» **WORK REQUEST**
What is needed here is an exact transcription of the entries that follow.

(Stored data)
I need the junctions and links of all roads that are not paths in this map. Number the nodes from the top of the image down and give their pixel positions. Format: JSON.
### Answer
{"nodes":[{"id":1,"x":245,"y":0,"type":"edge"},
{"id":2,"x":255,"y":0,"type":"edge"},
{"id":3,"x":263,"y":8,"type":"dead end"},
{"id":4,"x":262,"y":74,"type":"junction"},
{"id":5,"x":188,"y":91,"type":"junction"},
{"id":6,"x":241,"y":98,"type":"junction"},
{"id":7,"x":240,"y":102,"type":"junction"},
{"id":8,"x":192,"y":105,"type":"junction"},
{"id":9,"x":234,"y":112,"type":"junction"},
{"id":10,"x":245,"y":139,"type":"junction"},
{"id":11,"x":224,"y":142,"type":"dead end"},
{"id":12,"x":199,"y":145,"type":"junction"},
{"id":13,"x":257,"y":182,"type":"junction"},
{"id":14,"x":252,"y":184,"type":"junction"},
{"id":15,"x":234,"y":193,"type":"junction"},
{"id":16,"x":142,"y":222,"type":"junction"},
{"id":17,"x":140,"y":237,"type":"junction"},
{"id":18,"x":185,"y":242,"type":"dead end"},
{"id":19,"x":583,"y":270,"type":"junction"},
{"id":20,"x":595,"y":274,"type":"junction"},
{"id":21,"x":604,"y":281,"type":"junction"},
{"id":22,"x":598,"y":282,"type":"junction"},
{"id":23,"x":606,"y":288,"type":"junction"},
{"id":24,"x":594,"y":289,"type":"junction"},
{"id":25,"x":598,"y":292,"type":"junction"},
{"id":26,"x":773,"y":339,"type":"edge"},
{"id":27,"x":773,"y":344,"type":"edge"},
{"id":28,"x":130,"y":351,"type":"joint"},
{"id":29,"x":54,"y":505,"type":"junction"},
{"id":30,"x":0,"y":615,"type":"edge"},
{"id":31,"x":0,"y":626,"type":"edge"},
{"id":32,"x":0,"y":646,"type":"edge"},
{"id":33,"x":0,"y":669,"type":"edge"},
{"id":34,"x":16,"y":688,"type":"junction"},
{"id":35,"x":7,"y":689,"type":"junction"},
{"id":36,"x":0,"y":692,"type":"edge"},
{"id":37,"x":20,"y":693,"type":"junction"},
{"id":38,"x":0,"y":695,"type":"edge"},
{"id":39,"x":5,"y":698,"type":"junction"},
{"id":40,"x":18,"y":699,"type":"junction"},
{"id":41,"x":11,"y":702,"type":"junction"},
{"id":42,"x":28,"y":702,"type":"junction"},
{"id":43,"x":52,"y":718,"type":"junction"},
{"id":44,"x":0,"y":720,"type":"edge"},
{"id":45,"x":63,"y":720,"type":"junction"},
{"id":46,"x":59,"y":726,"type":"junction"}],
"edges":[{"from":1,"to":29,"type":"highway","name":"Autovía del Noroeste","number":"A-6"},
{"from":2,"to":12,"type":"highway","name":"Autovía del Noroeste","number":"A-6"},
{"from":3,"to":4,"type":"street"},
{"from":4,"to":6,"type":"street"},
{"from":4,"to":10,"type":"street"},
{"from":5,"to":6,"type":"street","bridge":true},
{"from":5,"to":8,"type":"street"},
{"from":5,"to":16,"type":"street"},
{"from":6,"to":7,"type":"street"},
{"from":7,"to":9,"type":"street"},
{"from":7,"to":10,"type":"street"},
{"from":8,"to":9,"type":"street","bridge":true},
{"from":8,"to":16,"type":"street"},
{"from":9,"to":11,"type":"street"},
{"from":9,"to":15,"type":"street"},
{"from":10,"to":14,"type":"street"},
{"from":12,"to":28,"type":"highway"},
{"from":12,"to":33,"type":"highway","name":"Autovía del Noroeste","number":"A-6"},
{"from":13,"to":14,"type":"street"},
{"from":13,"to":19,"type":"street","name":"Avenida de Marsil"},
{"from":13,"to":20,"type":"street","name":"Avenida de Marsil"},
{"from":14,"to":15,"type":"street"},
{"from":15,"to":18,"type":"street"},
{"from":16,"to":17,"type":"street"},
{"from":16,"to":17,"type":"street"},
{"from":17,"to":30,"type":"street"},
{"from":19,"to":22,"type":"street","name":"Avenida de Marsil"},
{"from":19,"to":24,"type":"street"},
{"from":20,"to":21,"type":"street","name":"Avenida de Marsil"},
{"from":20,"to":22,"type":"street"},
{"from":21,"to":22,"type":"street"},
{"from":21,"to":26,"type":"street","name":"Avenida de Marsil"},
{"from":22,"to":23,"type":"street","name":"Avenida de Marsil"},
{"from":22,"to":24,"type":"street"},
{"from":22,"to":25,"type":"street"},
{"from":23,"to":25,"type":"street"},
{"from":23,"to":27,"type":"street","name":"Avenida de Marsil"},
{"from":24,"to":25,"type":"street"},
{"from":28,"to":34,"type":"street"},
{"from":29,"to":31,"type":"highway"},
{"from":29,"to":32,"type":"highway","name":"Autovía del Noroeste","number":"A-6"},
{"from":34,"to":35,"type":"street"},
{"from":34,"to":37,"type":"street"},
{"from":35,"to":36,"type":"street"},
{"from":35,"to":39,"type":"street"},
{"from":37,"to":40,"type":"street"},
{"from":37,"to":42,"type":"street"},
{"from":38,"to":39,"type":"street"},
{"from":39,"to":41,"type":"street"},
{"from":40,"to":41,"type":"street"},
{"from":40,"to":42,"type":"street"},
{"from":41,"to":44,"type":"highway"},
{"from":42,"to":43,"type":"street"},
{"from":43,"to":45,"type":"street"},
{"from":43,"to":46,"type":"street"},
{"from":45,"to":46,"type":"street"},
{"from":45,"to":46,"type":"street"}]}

» **RESPONSE**
I need the junctions and links of all roads that are not paths in this map. Number the nodes from the top of the image down and give their pixel positions. Format: JSON.
### Answer
{"nodes":[{"id":1,"x":245,"y":0,"type":"edge"},
{"id":2,"x":255,"y":0,"type":"edge"},
{"id":3,"x":263,"y":8,"type":"dead end"},
{"id":4,"x":262,"y":74,"type":"junction"},
{"id":5,"x":188,"y":91,"type":"junction"},
{"id":6,"x":241,"y":98,"type":"junction"},
{"id":7,"x":240,"y":102,"type":"junction"},
{"id":8,"x":192,"y":105,"type":"junction"},
{"id":9,"x":234,"y":112,"type":"junction"},
{"id":10,"x":245,"y":139,"type":"junction"},
{"id":11,"x":224,"y":142,"type":"dead end"},
{"id":12,"x":199,"y":145,"type":"junction"},
{"id":13,"x":257,"y":182,"type":"junction"},
{"id":14,"x":252,"y":184,"type":"junction"},
{"id":15,"x":234,"y":193,"type":"junction"},
{"id":16,"x":142,"y":222,"type":"junction"},
{"id":17,"x":140,"y":237,"type":"junction"},
{"id":18,"x":185,"y":242,"type":"dead end"},
{"id":19,"x":583,"y":270,"type":"junction"},
{"id":20,"x":595,"y":274,"type":"junction"},
{"id":21,"x":604,"y":281,"type":"junction"},
{"id":22,"x":598,"y":282,"type":"junction"},
{"id":23,"x":606,"y":288,"type":"junction"},
{"id":24,"x":594,"y":289,"type":"junction"},
{"id":25,"x":598,"y":292,"type":"junction"},
{"id":26,"x":773,"y":339,"type":"edge"},
{"id":27,"x":773,"y":344,"type":"edge"},
{"id":28,"x":130,"y":351,"type":"joint"},
{"id":29,"x":54,"y":505,"type":"junction"},
{"id":30,"x":0,"y":615,"type":"edge"},
{"id":31,"x":0,"y":626,"type":"edge"},
{"id":32,"x":0,"y":646,"type":"edge"},
{"id":33,"x":0,"y":669,"type":"edge"},
{"id":34,"x":16,"y":688,"type":"junction"},
{"id":35,"x":7,"y":689,"type":"junction"},
{"id":36,"x":0,"y":692,"type":"edge"},
{"id":37,"x":20,"y":693,"type":"junction"},
{"id":38,"x":0,"y":695,"type":"edge"},
{"id":39,"x":5,"y":698,"type":"junction"},
{"id":40,"x":18,"y":699,"type":"junction"},
{"id":41,"x":11,"y":702,"type":"junction"},
{"id":42,"x":28,"y":702,"type":"junction"},
{"id":43,"x":52,"y":718,"type":"junction"},
{"id":44,"x":0,"y":720,"type":"edge"},
{"id":45,"x":63,"y":720,"type":"junction"},
{"id":46,"x":59,"y":726,"type":"junction"}],
"edges":[{"from":1,"to":29,"type":"highway","name":"Autovía del Noroeste","number":"A-6"},
{"from":2,"to":12,"type":"highway","name":"Autovía del Noroeste","number":"A-6"},
{"from":3,"to":4,"type":"street"},
{"from":4,"to":6,"type":"street"},
{"from":4,"to":10,"type":"street"},
{"from":5,"to":6,"type":"street","bridge":true},
{"from":5,"to":8,"type":"street"},
{"from":5,"to":16,"type":"street"},
{"from":6,"to":7,"type":"street"},
{"from":7,"to":9,"type":"street"},
{"from":7,"to":10,"type":"street"},
{"from":8,"to":9,"type":"street","bridge":true},
{"from":8,"to":16,"type":"street"},
{"from":9,"to":11,"type":"street"},
{"from":9,"to":15,"type":"street"},
{"from":10,"to":14,"type":"street"},
{"from":12,"to":28,"type":"highway"},
{"from":12,"to":33,"type":"highway","name":"Autovía del Noroeste","number":"A-6"},
{"from":13,"to":14,"type":"street"},
{"from":13,"to":19,"type":"street","name":"Avenida de Marsil"},
{"from":13,"to":20,"type":"street","name":"Avenida de Marsil"},
{"from":14,"to":15,"type":"street"},
{"from":15,"to":18,"type":"street"},
{"from":16,"to":17,"type":"street"},
{"from":16,"to":17,"type":"street"},
{"from":17,"to":30,"type":"street"},
{"from":19,"to":22,"type":"street","name":"Avenida de Marsil"},
{"from":19,"to":24,"type":"street"},
{"from":20,"to":21,"type":"street","name":"Avenida de Marsil"},
{"from":20,"to":22,"type":"street"},
{"from":21,"to":22,"type":"street"},
{"from":21,"to":26,"type":"street","name":"Avenida de Marsil"},
{"from":22,"to":23,"type":"street","name":"Avenida de Marsil"},
{"from":22,"to":24,"type":"street"},
{"from":22,"to":25,"type":"street"},
{"from":23,"to":25,"type":"street"},
{"from":23,"to":27,"type":"street","name":"Avenida de Marsil"},
{"from":24,"to":25,"type":"street"},
{"from":28,"to":34,"type":"street"},
{"from":29,"to":31,"type":"highway"},
{"from":29,"to":32,"type":"highway","name":"Autovía del Noroeste","number":"A-6"},
{"from":34,"to":35,"type":"street"},
{"from":34,"to":37,"type":"street"},
{"from":35,"to":36,"type":"street"},
{"from":35,"to":39,"type":"street"},
{"from":37,"to":40,"type":"street"},
{"from":37,"to":42,"type":"street"},
{"from":38,"to":39,"type":"street"},
{"from":39,"to":41,"type":"street"},
{"from":40,"to":41,"type":"street"},
{"from":40,"to":42,"type":"street"},
{"from":41,"to":44,"type":"highway"},
{"from":42,"to":43,"type":"street"},
{"from":43,"to":45,"type":"street"},
{"from":43,"to":46,"type":"street"},
{"from":45,"to":46,"type":"street"},
{"from":45,"to":46,"type":"street"}]}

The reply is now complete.